**RECORDS TO PROCESS**:
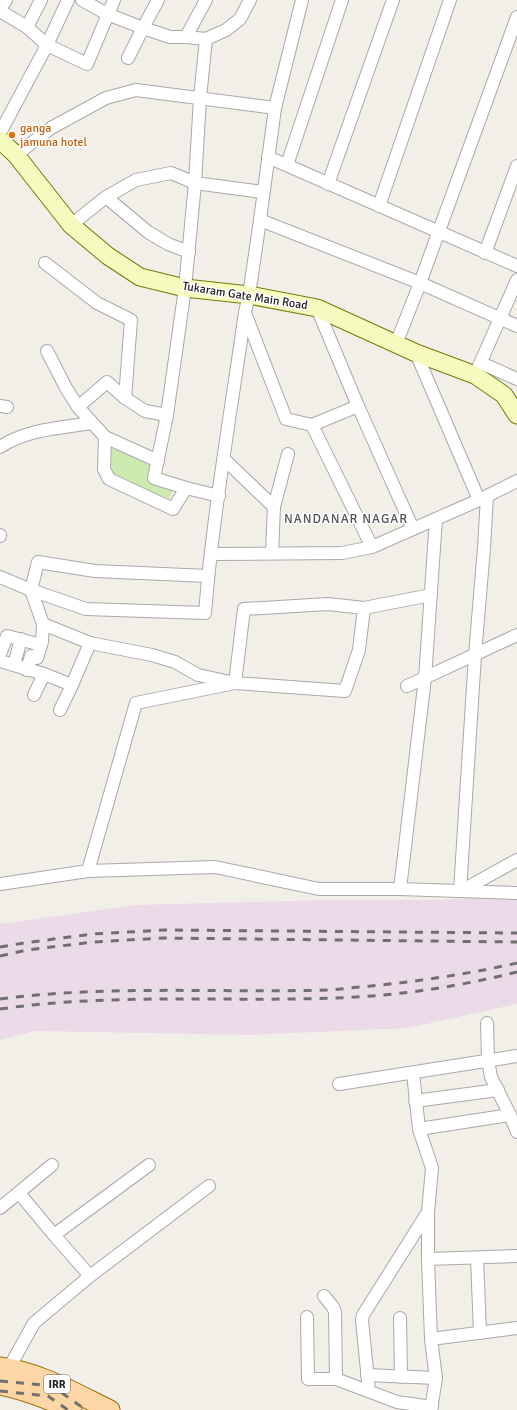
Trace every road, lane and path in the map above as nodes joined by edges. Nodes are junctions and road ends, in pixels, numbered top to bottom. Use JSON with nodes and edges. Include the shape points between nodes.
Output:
{"nodes":[{"id":1,"x":6,"y":0,"type":"edge"},
{"id":2,"x":41,"y":0,"type":"edge"},
{"id":3,"x":68,"y":0,"type":"edge"},
{"id":4,"x":82,"y":0,"type":"edge"},
{"id":5,"x":114,"y":0,"type":"edge"},
{"id":6,"x":158,"y":0,"type":"edge"},
{"id":7,"x":206,"y":0,"type":"edge"},
{"id":8,"x":250,"y":0,"type":"edge"},
{"id":9,"x":302,"y":0,"type":"edge"},
{"id":10,"x":342,"y":0,"type":"edge"},
{"id":11,"x":393,"y":0,"type":"edge"},
{"id":12,"x":450,"y":0,"type":"edge"},
{"id":13,"x":0,"y":10,"type":"edge"},
{"id":14,"x":107,"y":14,"type":"junction"},
{"id":15,"x":517,"y":17,"type":"edge"},
{"id":16,"x":27,"y":27,"type":"junction"},
{"id":17,"x":142,"y":28,"type":"junction"},
{"id":18,"x":186,"y":37,"type":"junction"},
{"id":19,"x":206,"y":39,"type":"junction"},
{"id":20,"x":47,"y":45,"type":"junction"},
{"id":21,"x":128,"y":58,"type":"dead end"},
{"id":22,"x":200,"y":98,"type":"junction"},
{"id":23,"x":275,"y":108,"type":"junction"},
{"id":24,"x":0,"y":133,"type":"edge"},
{"id":25,"x":0,"y":140,"type":"edge"},
{"id":26,"x":16,"y":154,"type":"junction"},
{"id":27,"x":268,"y":157,"type":"junction"},
{"id":28,"x":287,"y":165,"type":"junction"},
{"id":29,"x":517,"y":166,"type":"edge"},
{"id":30,"x":195,"y":183,"type":"junction"},
{"id":31,"x":328,"y":184,"type":"junction"},
{"id":32,"x":263,"y":192,"type":"junction"},
{"id":33,"x":106,"y":198,"type":"junction"},
{"id":34,"x":379,"y":206,"type":"junction"},
{"id":35,"x":260,"y":220,"type":"junction"},
{"id":36,"x":71,"y":225,"type":"junction"},
{"id":37,"x":439,"y":231,"type":"junction"},
{"id":38,"x":189,"y":252,"type":"junction"},
{"id":39,"x":486,"y":252,"type":"junction"},
{"id":40,"x":45,"y":263,"type":"dead end"},
{"id":41,"x":517,"y":266,"type":"edge"},
{"id":42,"x":517,"y":280,"type":"edge"},
{"id":43,"x":420,"y":283,"type":"junction"},
{"id":44,"x":186,"y":288,"type":"junction"},
{"id":45,"x":249,"y":295,"type":"junction"},
{"id":46,"x":318,"y":308,"type":"junction"},
{"id":47,"x":245,"y":312,"type":"junction"},
{"id":48,"x":500,"y":318,"type":"junction"},
{"id":49,"x":517,"y":326,"type":"edge"},
{"id":50,"x":396,"y":344,"type":"junction"},
{"id":51,"x":47,"y":351,"type":"dead end"},
{"id":52,"x":416,"y":352,"type":"junction"},
{"id":53,"x":478,"y":369,"type":"junction"},
{"id":54,"x":517,"y":379,"type":"edge"},
{"id":55,"x":125,"y":398,"type":"junction"},
{"id":56,"x":358,"y":406,"type":"junction"},
{"id":57,"x":78,"y":407,"type":"junction"},
{"id":58,"x":167,"y":415,"type":"junction"},
{"id":59,"x":517,"y":415,"type":"edge"},
{"id":60,"x":92,"y":423,"type":"junction"},
{"id":61,"x":312,"y":425,"type":"junction"},
{"id":62,"x":105,"y":437,"type":"junction"},
{"id":63,"x":0,"y":447,"type":"edge"},
{"id":64,"x":288,"y":454,"type":"dead end"},
{"id":65,"x":224,"y":458,"type":"junction"},
{"id":66,"x":158,"y":461,"type":"junction"},
{"id":67,"x":517,"y":481,"type":"edge"},
{"id":68,"x":186,"y":488,"type":"junction"},
{"id":69,"x":219,"y":496,"type":"junction"},
{"id":70,"x":483,"y":498,"type":"junction"},
{"id":71,"x":274,"y":507,"type":"junction"},
{"id":72,"x":436,"y":519,"type":"junction"},
{"id":73,"x":413,"y":529,"type":"junction"},
{"id":74,"x":372,"y":547,"type":"junction"},
{"id":75,"x":272,"y":553,"type":"junction"},
{"id":76,"x":211,"y":554,"type":"junction"},
{"id":77,"x":208,"y":576,"type":"junction"},
{"id":78,"x":0,"y":577,"type":"edge"},
{"id":79,"x":31,"y":590,"type":"junction"},
{"id":80,"x":431,"y":595,"type":"junction"},
{"id":81,"x":364,"y":608,"type":"junction"},
{"id":82,"x":43,"y":624,"type":"junction"},
{"id":83,"x":517,"y":635,"type":"edge"},
{"id":84,"x":21,"y":639,"type":"junction"},
{"id":85,"x":90,"y":643,"type":"junction"},
{"id":86,"x":41,"y":645,"type":"junction"},
{"id":87,"x":18,"y":652,"type":"junction"},
{"id":88,"x":0,"y":654,"type":"edge"},
{"id":89,"x":31,"y":656,"type":"junction"},
{"id":90,"x":475,"y":656,"type":"junction"},
{"id":91,"x":0,"y":661,"type":"edge"},
{"id":92,"x":14,"y":665,"type":"junction"},
{"id":93,"x":27,"y":670,"type":"junction"},
{"id":94,"x":44,"y":674,"type":"junction"},
{"id":95,"x":425,"y":678,"type":"junction"},
{"id":96,"x":235,"y":683,"type":"junction"},
{"id":97,"x":72,"y":685,"type":"junction"},
{"id":98,"x":407,"y":686,"type":"dead end"},
{"id":99,"x":34,"y":695,"type":"dead end"},
{"id":100,"x":60,"y":710,"type":"dead end"},
{"id":101,"x":517,"y":860,"type":"edge"},
{"id":102,"x":88,"y":871,"type":"junction"},
{"id":103,"x":0,"y":884,"type":"edge"},
{"id":104,"x":400,"y":889,"type":"junction"},
{"id":105,"x":460,"y":891,"type":"junction"},
{"id":106,"x":517,"y":893,"type":"edge"},
{"id":107,"x":487,"y":1023,"type":"dead end"},
{"id":108,"x":517,"y":1056,"type":"edge"},
{"id":109,"x":488,"y":1060,"type":"junction"},
{"id":110,"x":413,"y":1073,"type":"junction"},
{"id":111,"x":338,"y":1084,"type":"dead end"},
{"id":112,"x":498,"y":1090,"type":"junction"},
{"id":113,"x":415,"y":1102,"type":"junction"},
{"id":114,"x":510,"y":1115,"type":"junction"},
{"id":115,"x":419,"y":1129,"type":"junction"},
{"id":116,"x":517,"y":1132,"type":"edge"},
{"id":117,"x":52,"y":1165,"type":"dead end"},
{"id":118,"x":149,"y":1165,"type":"dead end"},
{"id":119,"x":209,"y":1186,"type":"dead end"},
{"id":120,"x":19,"y":1193,"type":"junction"},
{"id":121,"x":0,"y":1208,"type":"edge"},
{"id":122,"x":428,"y":1212,"type":"junction"},
{"id":123,"x":54,"y":1235,"type":"junction"},
{"id":124,"x":517,"y":1256,"type":"edge"},
{"id":125,"x":477,"y":1258,"type":"junction"},
{"id":126,"x":428,"y":1259,"type":"junction"},
{"id":127,"x":90,"y":1276,"type":"junction"},
{"id":128,"x":324,"y":1296,"type":"dead end"},
{"id":129,"x":307,"y":1317,"type":"dead end"},
{"id":130,"x":400,"y":1318,"type":"dead end"},
{"id":131,"x":517,"y":1328,"type":"edge"},
{"id":132,"x":480,"y":1333,"type":"junction"},
{"id":133,"x":431,"y":1339,"type":"junction"},
{"id":134,"x":4,"y":1368,"type":"edge"},
{"id":135,"x":367,"y":1375,"type":"junction"},
{"id":136,"x":401,"y":1377,"type":"junction"},
{"id":137,"x":436,"y":1378,"type":"junction"},
{"id":138,"x":336,"y":1379,"type":"junction"},
{"id":139,"x":0,"y":1385,"type":"edge"},
{"id":140,"x":369,"y":1391,"type":"junction"},
{"id":141,"x":431,"y":1408,"type":"edge"},
{"id":142,"x":72,"y":1410,"type":"edge"},
{"id":143,"x":110,"y":1410,"type":"edge"}],
"edges":[{"from":1,"to":13,"type":"street"},
{"from":2,"to":16,"type":"street"},
{"from":3,"to":20,"type":"street"},
{"from":4,"to":14,"type":"street"},
{"from":5,"to":14,"type":"street"},
{"from":6,"to":17,"type":"street"},
{"from":7,"to":18,"type":"street"},
{"from":8,"to":19,"type":"street","via":[[240,19],[226,30]]},
{"from":9,"to":23,"type":"street"},
{"from":10,"to":28,"type":"street"},
{"from":11,"to":31,"type":"street"},
{"from":12,"to":34,"type":"street"},
{"from":13,"to":16,"type":"street"},
{"from":14,"to":17,"type":"street"},
{"from":14,"to":20,"type":"street","via":[[87,64]]},
{"from":15,"to":37,"type":"street"},
{"from":16,"to":20,"type":"street"},
{"from":17,"to":18,"type":"street","via":[[170,37]]},
{"from":17,"to":21,"type":"street"},
{"from":18,"to":19,"type":"street"},
{"from":19,"to":22,"type":"street"},
{"from":20,"to":24,"type":"street"},
{"from":22,"to":23,"type":"street"},
{"from":22,"to":26,"type":"street","via":[[136,90],[106,98],[51,128]]},
{"from":22,"to":30,"type":"street"},
{"from":23,"to":27,"type":"street"},
{"from":25,"to":26,"type":"street","name":"Tukaram Gate Main Road"},
{"from":26,"to":36,"type":"street","name":"Tukaram Gate Main Road"},
{"from":27,"to":28,"type":"street"},
{"from":27,"to":32,"type":"street"},
{"from":28,"to":31,"type":"street"},
{"from":29,"to":39,"type":"street"},
{"from":30,"to":32,"type":"street"},
{"from":30,"to":33,"type":"street","via":[[170,173],[136,180]]},
{"from":30,"to":38,"type":"street"},
{"from":31,"to":34,"type":"street"},
{"from":32,"to":35,"type":"street"},
{"from":33,"to":36,"type":"street"},
{"from":33,"to":38,"type":"street","via":[[148,232],[168,244]]},
{"from":34,"to":37,"type":"street"},
{"from":35,"to":43,"type":"street"},
{"from":35,"to":45,"type":"street"},
{"from":36,"to":44,"type":"street","name":"Tukaram Gate Main Road","via":[[108,256],[140,277]]},
{"from":37,"to":39,"type":"street"},
{"from":37,"to":43,"type":"street"},
{"from":38,"to":44,"type":"street"},
{"from":39,"to":41,"type":"street"},
{"from":40,"to":55,"type":"street","via":[[97,302],[131,320]]},
{"from":42,"to":48,"type":"street"},
{"from":43,"to":48,"type":"street"},
{"from":43,"to":50,"type":"street"},
{"from":44,"to":45,"type":"street","name":"Tukaram Gate Main Road"},
{"from":44,"to":58,"type":"street"},
{"from":45,"to":46,"type":"street","name":"Tukaram Gate Main Road"},
{"from":45,"to":47,"type":"street"},
{"from":46,"to":50,"type":"street","name":"Tukaram Gate Main Road"},
{"from":46,"to":56,"type":"street"},
{"from":47,"to":61,"type":"street","via":[[286,419]]},
{"from":47,"to":65,"type":"street"},
{"from":48,"to":49,"type":"street"},
{"from":48,"to":53,"type":"street"},
{"from":50,"to":52,"type":"street","name":"Tukaram Gate Main Road"},
{"from":51,"to":57,"type":"street"},
{"from":52,"to":53,"type":"street","name":"Tukaram Gate Main Road"},
{"from":52,"to":70,"type":"street"},
{"from":53,"to":54,"type":"street"},
{"from":53,"to":59,"type":"street","name":"Tukaram Gate Main Road","via":[[504,395]]},
{"from":55,"to":57,"type":"street","via":[[107,382]]},
{"from":55,"to":58,"type":"street","via":[[145,411]]},
{"from":56,"to":61,"type":"street"},
{"from":56,"to":73,"type":"street"},
{"from":57,"to":60,"type":"street"},
{"from":58,"to":66,"type":"street"},
{"from":60,"to":62,"type":"street"},
{"from":60,"to":63,"type":"street","via":[[36,431],[17,437]]},
{"from":61,"to":74,"type":"street"},
{"from":62,"to":66,"type":"street"},
{"from":62,"to":68,"type":"street","via":[[104,469],[109,479],[173,509]]},
{"from":64,"to":71,"type":"street"},
{"from":65,"to":69,"type":"street"},
{"from":65,"to":71,"type":"street"},
{"from":66,"to":68,"type":"street","via":[[154,478]]},
{"from":67,"to":70,"type":"street"},
{"from":68,"to":69,"type":"street"},
{"from":69,"to":76,"type":"street"},
{"from":70,"to":72,"type":"street"},
{"from":70,"to":90,"type":"street","via":[[484,548]]},
{"from":71,"to":75,"type":"street"},
{"from":72,"to":73,"type":"street"},
{"from":72,"to":80,"type":"street"},
{"from":73,"to":74,"type":"street"},
{"from":74,"to":75,"type":"street","via":[[342,553]]},
{"from":75,"to":76,"type":"street"},
{"from":76,"to":77,"type":"street"},
{"from":77,"to":79,"type":"street","via":[[95,571],[38,562]]},
{"from":77,"to":79,"type":"street","via":[[206,613],[86,609]]},
{"from":78,"to":79,"type":"street"},
{"from":79,"to":82,"type":"street"},
{"from":80,"to":81,"type":"street"},
{"from":80,"to":95,"type":"street"},
{"from":81,"to":96,"type":"street","via":[[328,604],[244,609]]},
{"from":81,"to":96,"type":"street","via":[[359,650],[345,691]]},
{"from":82,"to":85,"type":"street"},
{"from":82,"to":86,"type":"street"},
{"from":83,"to":90,"type":"street"},
{"from":84,"to":86,"type":"street"},
{"from":84,"to":87,"type":"street"},
{"from":84,"to":88,"type":"street","via":[[7,636]]},
{"from":85,"to":96,"type":"street","via":[[152,655],[175,662],[198,675]]},
{"from":85,"to":97,"type":"street"},
{"from":86,"to":89,"type":"street","via":[[37,658]]},
{"from":87,"to":89,"type":"street"},
{"from":87,"to":92,"type":"street"},
{"from":89,"to":93,"type":"street"},
{"from":90,"to":95,"type":"street"},
{"from":90,"to":105,"type":"street"},
{"from":91,"to":92,"type":"street"},
{"from":92,"to":93,"type":"street"},
{"from":93,"to":94,"type":"street"},
{"from":94,"to":97,"type":"street"},
{"from":94,"to":99,"type":"street"},
{"from":95,"to":98,"type":"street"},
{"from":95,"to":104,"type":"street"},
{"from":96,"to":102,"type":"street","via":[[136,703]]},
{"from":97,"to":100,"type":"street"},
{"from":101,"to":105,"type":"street"},
{"from":102,"to":103,"type":"street"},
{"from":102,"to":104,"type":"street","via":[[215,867],[318,889]]},
{"from":104,"to":105,"type":"street"},
{"from":105,"to":106,"type":"street"},
{"from":107,"to":109,"type":"street"},
{"from":108,"to":109,"type":"street"},
{"from":109,"to":110,"type":"street"},
{"from":109,"to":112,"type":"street","via":[[491,1077]]},
{"from":110,"to":111,"type":"street"},
{"from":110,"to":113,"type":"street"},
{"from":112,"to":113,"type":"street"},
{"from":112,"to":114,"type":"street"},
{"from":113,"to":115,"type":"street"},
{"from":114,"to":115,"type":"street"},
{"from":114,"to":116,"type":"street"},
{"from":115,"to":122,"type":"street","via":[[432,1168]]},
{"from":117,"to":120,"type":"street"},
{"from":118,"to":123,"type":"street"},
{"from":119,"to":127,"type":"street"},
{"from":120,"to":121,"type":"street"},
{"from":120,"to":123,"type":"street"},
{"from":122,"to":126,"type":"street"},
{"from":122,"to":135,"type":"street","via":[[363,1315]]},
{"from":123,"to":127,"type":"street"},
{"from":124,"to":125,"type":"street"},
{"from":125,"to":126,"type":"street"},
{"from":125,"to":132,"type":"street"},
{"from":126,"to":133,"type":"street"},
{"from":127,"to":134,"type":"street","via":[[34,1323]]},
{"from":128,"to":138,"type":"street","via":[[335,1312]]},
{"from":129,"to":138,"type":"street","via":[[308,1379]]},
{"from":130,"to":136,"type":"street"},
{"from":131,"to":132,"type":"street"},
{"from":132,"to":133,"type":"street"},
{"from":133,"to":137,"type":"street"},
{"from":134,"to":143,"type":"main road","number":"IRR","via":[[47,1379]]},
{"from":135,"to":136,"type":"street"},
{"from":135,"to":140,"type":"street"},
{"from":136,"to":137,"type":"street"},
{"from":137,"to":141,"type":"street"},
{"from":138,"to":140,"type":"street"},
{"from":139,"to":142,"type":"main road","number":"IRR","via":[[20,1389]]},
{"from":140,"to":141,"type":"street","via":[[397,1402]]}]}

**WHAT YOU ARE ASKED TO DO**:
Look through the records and give only the number of lines where the string "name" appears.

**TASK RESULT**:
9